I improved the test in DataSourceV2Suite, to make sure this new change doesn't break the column pruning and filter push down.

cloud-fan · 2018-01-31T04:47:36Z

cc @rdblue @tdas @gatorsmile @ericl

cloud-fan · 2018-01-31T04:52:52Z

...ore/src/main/scala/org/apache/spark/sql/execution/datasources/v2/DataSourceV2QueryPlan.scala

    case _ => false
  }

  override def hashCode(): Int = {
    metadata.map(Objects.hashCode).foldLeft(0)((a, b) => 31 * a + b)
  }
-
-  lazy val output: Seq[Attribute] = reader.readSchema().map(_.name).map { name =>


We don't need to do this anymore. Now the plan is immutable, we have to create a new plan when applying push down optimizations, and we can also update output at that time.
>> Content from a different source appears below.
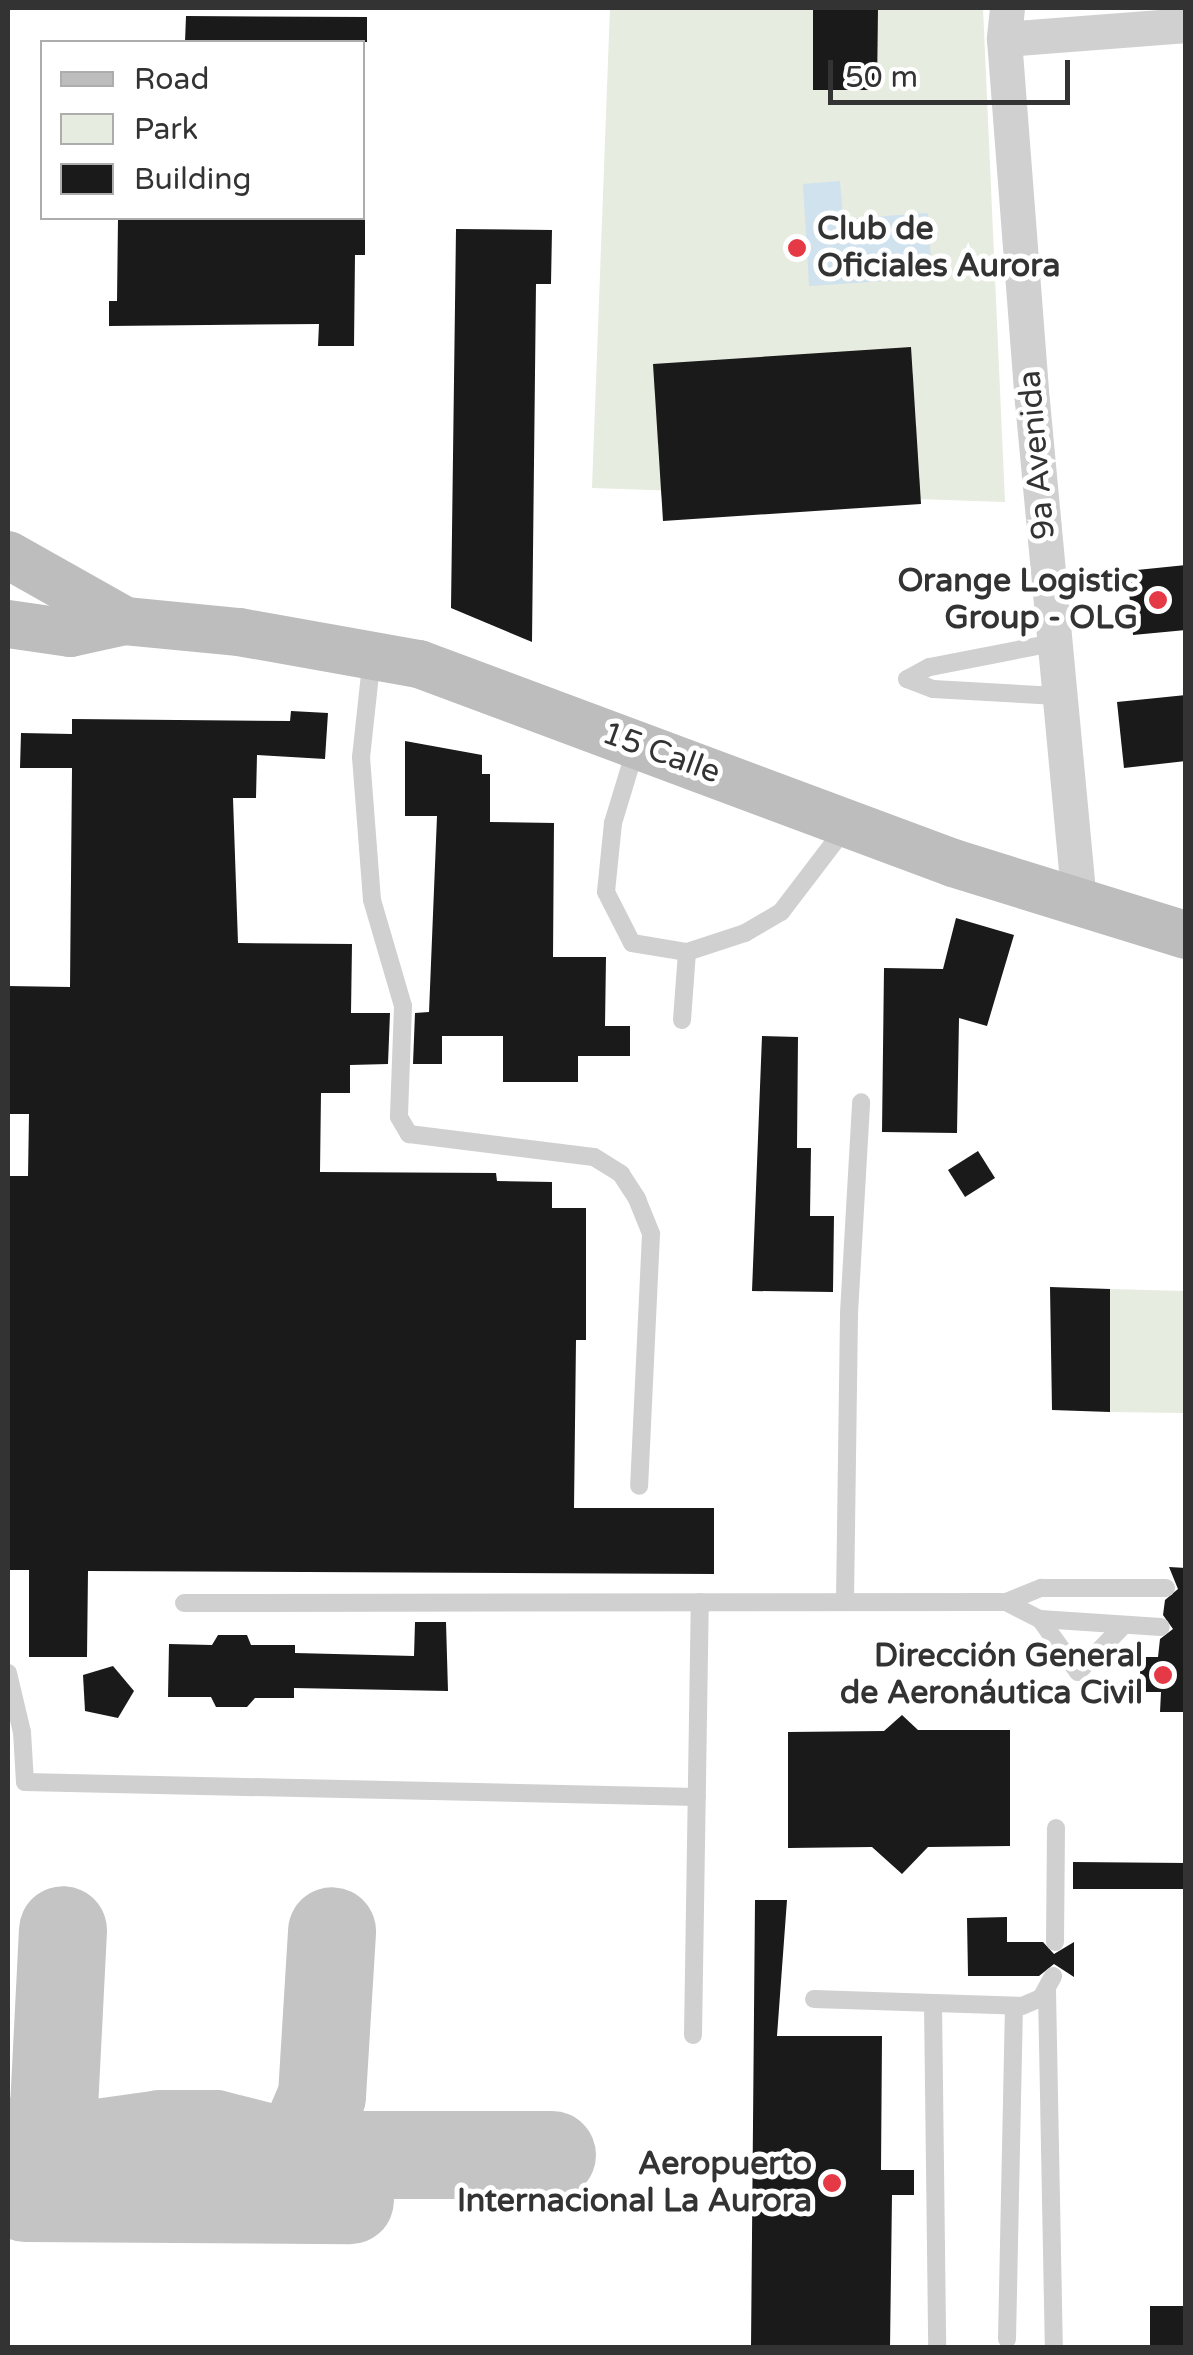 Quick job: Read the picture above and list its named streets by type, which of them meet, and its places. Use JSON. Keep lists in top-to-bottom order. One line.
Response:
{"streets":{"main road":["15 Calle"],"street":["9a Avenida"]},"crossings":[["9a Avenida","15 Calle"]],"places":["Club de Oficiales Aurora","Orange Logistic Group - OLG","Dirección General de Aeronáutica Civil","Aeropuerto Internacional La Aurora"],"legend":["Road","Park","Building"],"scale_bar":"50 m"}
SparkQA · 2018-01-31T04:53:05Z

Test build #86861 has finished for PR 20448 at commit 7441334.

This patch fails to build.
This patch merges cleanly.
This patch adds no public classes.

SparkQA · 2018-01-31T04:58:21Z

Test build #86862 has finished for PR 20448 at commit 0665282.
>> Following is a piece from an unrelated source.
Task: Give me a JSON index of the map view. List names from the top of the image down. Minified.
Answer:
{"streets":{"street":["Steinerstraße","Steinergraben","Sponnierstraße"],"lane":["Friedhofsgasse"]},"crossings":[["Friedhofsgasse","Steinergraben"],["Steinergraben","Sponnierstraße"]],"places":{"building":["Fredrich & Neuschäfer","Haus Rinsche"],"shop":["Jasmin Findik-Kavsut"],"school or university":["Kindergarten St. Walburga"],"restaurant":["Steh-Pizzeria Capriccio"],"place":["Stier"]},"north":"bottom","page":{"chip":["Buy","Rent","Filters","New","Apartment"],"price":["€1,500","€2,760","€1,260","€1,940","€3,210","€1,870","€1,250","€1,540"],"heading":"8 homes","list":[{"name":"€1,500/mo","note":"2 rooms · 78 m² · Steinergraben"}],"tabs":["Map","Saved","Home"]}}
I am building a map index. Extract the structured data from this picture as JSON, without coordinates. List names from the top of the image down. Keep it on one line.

This patch fails to build.
This patch merges cleanly.
This patch adds no public classes.

gatorsmile · 2018-01-31T05:03:00Z

...ore/src/main/scala/org/apache/spark/sql/execution/datasources/v2/DataSourceV2QueryPlan.scala


 /**
- * A base class for data source reader holder with customized equals/hashCode methods.
+ * A base class for data source v2 related query plan. It defines the equals/hashCode methods
+ * according to some common information.


We might need to emphasize this is for both physical and logical plans.

gatorsmile · 2018-01-31T05:10:03Z

...core/src/main/scala/org/apache/spark/sql/execution/datasources/v2/DataSourceV2Relation.scala

+ * @param options The options specified for this scan, used to create the `DataSourceReader`.
+ * @param userSpecifiedSchema The user specified schema, used to create the `DataSourceReader`.
+ * @param filters The predicates which are pushed and handled by this data source.
+ * @param existingReader An mutable reader carrying some temporary stats during optimization and


An -> A

gatorsmile · 2018-01-31T05:12:15Z

...core/src/main/scala/org/apache/spark/sql/execution/datasources/v2/DataSourceV2Relation.scala

+    options: DataSourceOptions,
+    userSpecifiedSchema: Option[StructType],
+    filters: Set[Expression],
+    existingReader: Option[DataSourceReader]) extends LeafNode with DataSourceV2QueryPlan {


Why this plan does not extend MultiInstanceRelation?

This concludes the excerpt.